I took a perspective that would have been similar to that of the Church Fathers (Clement, Ignatius, Polycarp and Papias) the youngest of whom was probably born no later than 65 AD. Since I was born in 1962, I simply fast-forwarded about 1900 years to use that as an anchor date in this fictitious allegory.

But let’s now consider something outrageous …

Suppose that during Ronald Reagan’s second term of presidency, there were JFK followers who had long since grown into a religious cult, who believed that JFK was still alive and ruling as the president of the United States from heaven, waiting come back to earth to supplant the Republican Party with the Bull Moose agenda. These fanatical cultists then took my work of fiction, which I never intended to be taken literally, and assumed it was true. They gathered some other stories about JFK and circulated these throughout the United States, reading them at weekly meetings.

Now it is almost 2010. Would it be possible to sell my novel series to the American people as non-fiction? Is it really possible that some would mistake these stories as a historical narrative?

Of course not!

The reason for this should be obvious. There are many people alive today who were born in the 1930s. They were taught well in school and have a good understanding of United States History. Many of them can remember Charles Lindbergh, Franklin Delano Roosevelt, World War Two and many of the historical events that were misrepresented in my story. Many of them voted for John F. Kennedy, Barry Goldwater and Ronald Reagan. A story that conflates nonsense with reality could never be thought of as anything but an entertaining work of fiction. And even 50 to 100 years from now, there is no way that any of this could be misconstrued as a work of history.

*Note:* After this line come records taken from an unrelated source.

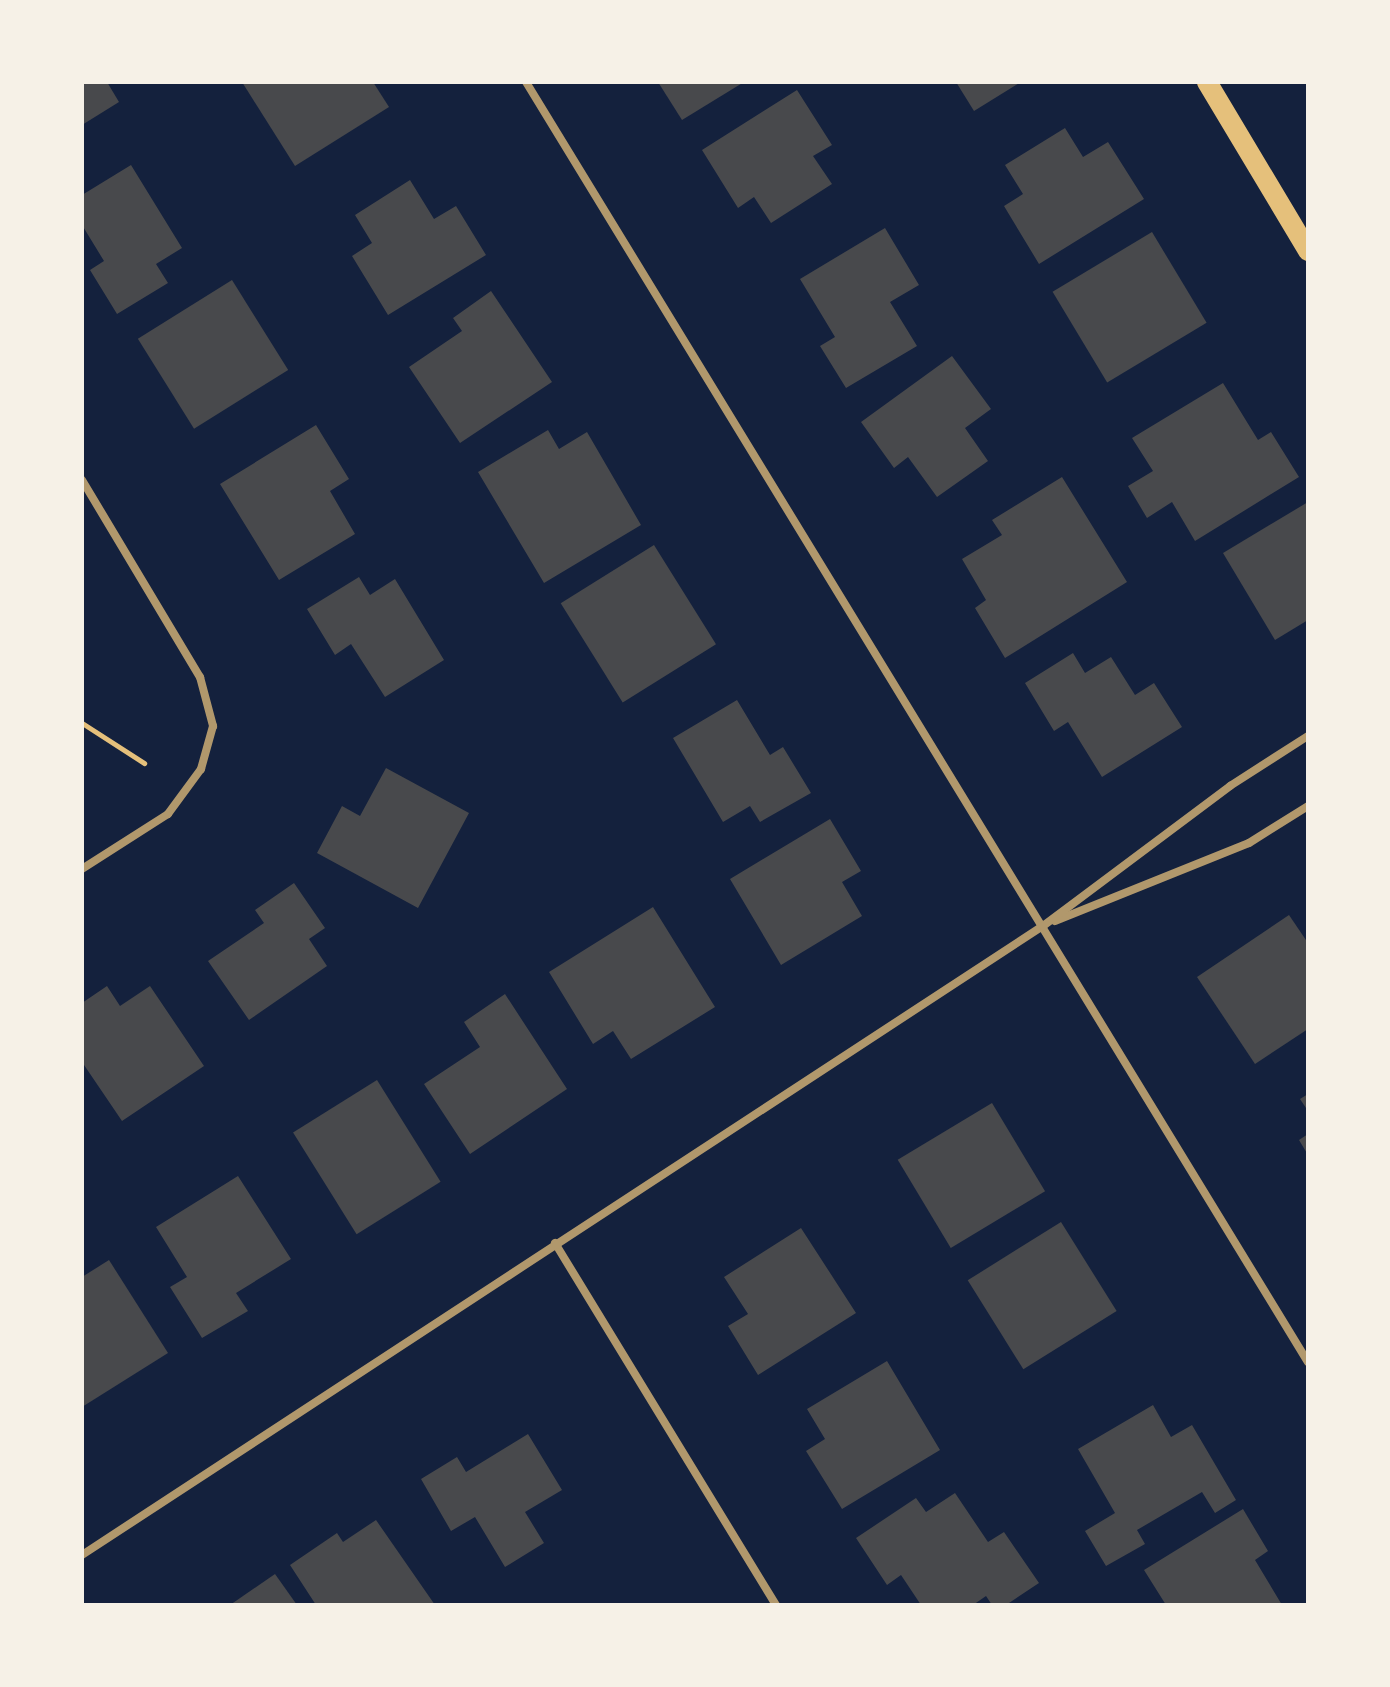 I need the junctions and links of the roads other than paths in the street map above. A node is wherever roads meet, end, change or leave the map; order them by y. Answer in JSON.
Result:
{"nodes":[{"id":1,"x":526,"y":82,"type":"edge"},
{"id":2,"x":1207,"y":82,"type":"edge"},
{"id":3,"x":1308,"y":251,"type":"edge"},
{"id":4,"x":82,"y":480,"type":"edge"},
{"id":5,"x":1308,"y":736,"type":"edge"},
{"id":6,"x":1308,"y":806,"type":"edge"},
{"id":7,"x":82,"y":869,"type":"edge"},
{"id":8,"x":1043,"y":926,"type":"junction"},
{"id":9,"x":555,"y":1243,"type":"junction"},
{"id":10,"x":1308,"y":1362,"type":"edge"},
{"id":11,"x":82,"y":1555,"type":"edge"},
{"id":12,"x":776,"y":1605,"type":"edge"}],
"edges":[{"from":1,"to":8,"type":"street"},
{"from":2,"to":3,"type":"main road"},
{"from":4,"to":7,"type":"street"},
{"from":5,"to":8,"type":"street"},
{"from":6,"to":8,"type":"street"},
{"from":8,"to":9,"type":"street"},
{"from":8,"to":10,"type":"street"},
{"from":9,"to":11,"type":"street"},
{"from":9,"to":12,"type":"street"}]}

Yet this is exactly how liberals, skeptics and atheists view the New Testament – as a compilation of Jewish midrash of Old Testament stories by anonymous or pseudonymous writers whose works were then taken as fact just a few years after they died by a burgeoning cult who had their roots in similar beliefs and experiences. Exactly 1900 years ago, after the last of the Apostles had passed away and the Church was in the hands of the bishops, someone had already collated the four Gospels and Acts into several codices, as well as the letters of Paul and some other Epistles. By the second century, someone had made numerous copies and distributed them among the churches. Liberal theologians assume that the bishops, deacons, and the rank and file believers of the late first and early second century were so woefully unaware of history that they were capable of taking a colorful collection of “urban legends” and interpreting it as “truth.”